### TASK REQUIREMENTS
Each line that contains the word "roads" is to be copied from the records below.

### EXERCISE INPUTS
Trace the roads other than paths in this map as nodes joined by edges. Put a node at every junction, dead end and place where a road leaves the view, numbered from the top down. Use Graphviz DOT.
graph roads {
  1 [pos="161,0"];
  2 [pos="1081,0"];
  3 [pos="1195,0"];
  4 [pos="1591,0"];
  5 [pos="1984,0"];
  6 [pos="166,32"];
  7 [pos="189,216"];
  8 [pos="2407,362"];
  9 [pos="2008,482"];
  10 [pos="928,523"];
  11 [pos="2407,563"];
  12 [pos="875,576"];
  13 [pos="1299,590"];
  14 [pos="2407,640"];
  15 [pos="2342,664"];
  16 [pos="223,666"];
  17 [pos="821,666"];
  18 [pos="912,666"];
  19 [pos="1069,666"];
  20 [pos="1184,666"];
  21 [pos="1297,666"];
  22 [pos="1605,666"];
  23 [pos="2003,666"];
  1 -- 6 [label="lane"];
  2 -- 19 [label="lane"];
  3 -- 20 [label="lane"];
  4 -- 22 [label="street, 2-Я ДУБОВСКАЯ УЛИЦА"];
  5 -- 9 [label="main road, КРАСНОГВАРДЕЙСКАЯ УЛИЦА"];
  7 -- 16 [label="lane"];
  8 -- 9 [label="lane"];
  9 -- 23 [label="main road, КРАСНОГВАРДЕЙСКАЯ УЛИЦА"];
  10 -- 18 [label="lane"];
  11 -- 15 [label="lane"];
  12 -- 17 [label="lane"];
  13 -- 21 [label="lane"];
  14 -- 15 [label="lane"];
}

### EXERCISE SOLUTION
Trace the roads other than paths in this map as nodes joined by edges. Put a node at every junction, dead end and place where a road leaves the view, numbered from the top down. Use Graphviz DOT.
graph roads {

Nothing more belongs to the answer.